At the same time, the city voted to increase overall transportation funding by a .4 of a penny sales tax.
This is in addition to the one-cent sales tax that the city of Atlanta has been investing in the MARTA system since 1971 – when Fulton and DeKalb counties also voted in favor of the regional transit system.
Since then, only one new county has joined the system – Clayton County in 2014.
Atlanta’s vote will create a wider divide in our region between the transit rich and the transit poor – the communities with a robust rail and bus system and the communities without.
The city has been enjoying the benefits from its investment in MARTA in recent years. Most of the major economic development announcements have been located near MARTA stations, and most of those have been within the city limits. Think NCR Corporation, GE, Kaiser Permanente, among many others.
The counties without a rail transit system are seeing several of their top companies relocating to places served by MARTA, reversing the decades-long trend of businesses moving to the suburbs.
So why are companies moving near MARTA stations?
Simple. They want to employ the best and the brightest college graduates, and that demographic wants to be able to live, work, learn and play in places where they do not need to own a car.
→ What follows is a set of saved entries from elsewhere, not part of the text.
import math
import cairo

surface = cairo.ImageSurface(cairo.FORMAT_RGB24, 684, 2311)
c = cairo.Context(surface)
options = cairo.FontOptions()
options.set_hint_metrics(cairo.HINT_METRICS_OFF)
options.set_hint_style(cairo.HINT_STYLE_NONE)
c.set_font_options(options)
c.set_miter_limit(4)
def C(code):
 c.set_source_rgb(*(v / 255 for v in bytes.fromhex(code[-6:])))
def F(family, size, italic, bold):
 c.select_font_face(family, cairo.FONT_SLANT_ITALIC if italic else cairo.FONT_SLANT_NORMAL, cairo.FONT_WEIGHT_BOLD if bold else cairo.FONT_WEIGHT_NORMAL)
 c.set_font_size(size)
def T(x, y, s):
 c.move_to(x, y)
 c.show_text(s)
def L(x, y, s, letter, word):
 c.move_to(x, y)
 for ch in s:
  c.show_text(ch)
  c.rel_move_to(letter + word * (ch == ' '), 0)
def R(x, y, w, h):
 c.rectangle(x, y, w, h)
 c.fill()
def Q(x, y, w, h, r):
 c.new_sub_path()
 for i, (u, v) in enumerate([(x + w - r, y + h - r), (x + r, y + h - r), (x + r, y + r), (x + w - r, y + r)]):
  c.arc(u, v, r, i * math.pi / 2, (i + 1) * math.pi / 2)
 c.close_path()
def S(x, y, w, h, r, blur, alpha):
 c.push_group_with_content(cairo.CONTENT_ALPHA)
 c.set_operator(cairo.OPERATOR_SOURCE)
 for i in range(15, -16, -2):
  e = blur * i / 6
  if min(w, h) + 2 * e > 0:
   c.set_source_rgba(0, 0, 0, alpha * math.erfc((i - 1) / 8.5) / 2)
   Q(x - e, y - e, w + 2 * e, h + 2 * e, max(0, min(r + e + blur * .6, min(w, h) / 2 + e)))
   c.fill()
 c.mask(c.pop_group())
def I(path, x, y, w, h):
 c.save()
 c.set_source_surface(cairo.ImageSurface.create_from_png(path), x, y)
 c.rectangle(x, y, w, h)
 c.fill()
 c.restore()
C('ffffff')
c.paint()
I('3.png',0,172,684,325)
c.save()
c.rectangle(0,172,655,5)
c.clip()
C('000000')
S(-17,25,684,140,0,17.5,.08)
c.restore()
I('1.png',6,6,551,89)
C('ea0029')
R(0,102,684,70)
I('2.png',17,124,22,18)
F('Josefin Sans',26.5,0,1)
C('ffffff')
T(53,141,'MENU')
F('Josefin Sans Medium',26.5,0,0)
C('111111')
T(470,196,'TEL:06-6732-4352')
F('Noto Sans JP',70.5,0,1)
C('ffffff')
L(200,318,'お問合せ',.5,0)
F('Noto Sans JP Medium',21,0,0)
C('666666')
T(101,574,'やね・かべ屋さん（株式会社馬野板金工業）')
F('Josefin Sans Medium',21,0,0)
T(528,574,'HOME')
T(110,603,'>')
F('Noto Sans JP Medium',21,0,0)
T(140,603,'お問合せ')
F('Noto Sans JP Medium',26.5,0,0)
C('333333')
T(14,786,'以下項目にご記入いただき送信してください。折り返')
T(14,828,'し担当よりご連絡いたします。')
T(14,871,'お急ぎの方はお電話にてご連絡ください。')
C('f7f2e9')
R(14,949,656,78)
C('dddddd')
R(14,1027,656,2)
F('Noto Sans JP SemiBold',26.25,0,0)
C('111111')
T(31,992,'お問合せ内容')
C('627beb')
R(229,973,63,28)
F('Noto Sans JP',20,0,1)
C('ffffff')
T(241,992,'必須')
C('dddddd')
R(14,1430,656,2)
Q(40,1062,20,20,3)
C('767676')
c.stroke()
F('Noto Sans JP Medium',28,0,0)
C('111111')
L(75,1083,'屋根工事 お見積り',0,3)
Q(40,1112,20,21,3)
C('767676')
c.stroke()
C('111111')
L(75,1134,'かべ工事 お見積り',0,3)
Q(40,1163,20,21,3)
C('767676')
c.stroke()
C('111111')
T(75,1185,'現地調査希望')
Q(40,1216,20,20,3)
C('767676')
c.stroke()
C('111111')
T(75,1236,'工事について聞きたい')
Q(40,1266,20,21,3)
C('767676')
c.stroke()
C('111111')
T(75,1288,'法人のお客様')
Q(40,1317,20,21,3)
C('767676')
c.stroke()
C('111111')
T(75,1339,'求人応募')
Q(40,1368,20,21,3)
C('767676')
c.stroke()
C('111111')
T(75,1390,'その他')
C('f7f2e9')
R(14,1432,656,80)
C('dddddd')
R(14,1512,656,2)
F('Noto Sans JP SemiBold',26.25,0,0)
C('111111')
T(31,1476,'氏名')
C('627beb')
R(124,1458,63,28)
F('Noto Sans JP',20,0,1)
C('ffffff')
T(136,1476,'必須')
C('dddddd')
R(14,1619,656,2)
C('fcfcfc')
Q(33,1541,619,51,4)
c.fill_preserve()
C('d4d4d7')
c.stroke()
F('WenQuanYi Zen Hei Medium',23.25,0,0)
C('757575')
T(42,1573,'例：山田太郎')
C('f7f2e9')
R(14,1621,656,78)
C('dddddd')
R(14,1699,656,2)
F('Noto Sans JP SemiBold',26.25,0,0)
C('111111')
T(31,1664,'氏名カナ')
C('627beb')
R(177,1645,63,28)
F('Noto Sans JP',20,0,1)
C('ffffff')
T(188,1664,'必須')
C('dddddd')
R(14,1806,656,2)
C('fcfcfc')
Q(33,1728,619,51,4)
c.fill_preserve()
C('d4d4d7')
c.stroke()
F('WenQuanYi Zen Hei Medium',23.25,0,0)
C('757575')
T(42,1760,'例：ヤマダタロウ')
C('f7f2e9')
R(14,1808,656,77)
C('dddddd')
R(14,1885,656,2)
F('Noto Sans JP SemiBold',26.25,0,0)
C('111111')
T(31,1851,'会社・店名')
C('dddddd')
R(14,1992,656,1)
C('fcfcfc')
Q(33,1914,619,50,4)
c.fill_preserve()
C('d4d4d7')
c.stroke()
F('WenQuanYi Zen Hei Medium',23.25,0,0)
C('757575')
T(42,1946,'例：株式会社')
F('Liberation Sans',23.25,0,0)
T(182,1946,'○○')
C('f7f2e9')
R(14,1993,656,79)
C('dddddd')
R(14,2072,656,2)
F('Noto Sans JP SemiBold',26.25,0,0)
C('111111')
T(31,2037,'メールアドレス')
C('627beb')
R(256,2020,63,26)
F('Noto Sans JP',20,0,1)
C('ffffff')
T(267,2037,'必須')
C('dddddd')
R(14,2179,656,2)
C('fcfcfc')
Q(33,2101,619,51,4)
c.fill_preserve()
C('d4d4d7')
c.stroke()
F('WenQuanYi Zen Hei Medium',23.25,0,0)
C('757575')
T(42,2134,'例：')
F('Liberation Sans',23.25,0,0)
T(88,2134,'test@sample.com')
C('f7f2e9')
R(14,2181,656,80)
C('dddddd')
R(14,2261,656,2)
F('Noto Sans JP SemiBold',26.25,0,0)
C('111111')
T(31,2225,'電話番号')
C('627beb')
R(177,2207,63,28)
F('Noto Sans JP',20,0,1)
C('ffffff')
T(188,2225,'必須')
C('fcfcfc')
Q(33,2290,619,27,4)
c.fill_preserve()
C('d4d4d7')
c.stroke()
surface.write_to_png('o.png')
There are few areas in our region that provide the transportation alternatives that Atlanta offers. And that divide will only become more apparent as MARTA and the City of Atlanta begin to invest their new half-penny in expanded bus service and light rail lines.
This parallels continued investments in sidewalks, bicycle lanes and multipurpose trails – all key ingredients in creating a more walkable and livable city.
Meanwhile, the rest of Fulton County, DeKalb, Cobb and Gwinnett passed local sales taxes to invest in transportation – primarily roads – which will only deepen the transit divide.
The longer Atlanta’s neighbors hesitate in joining our regional transit system, the more we will become a tale of two cities.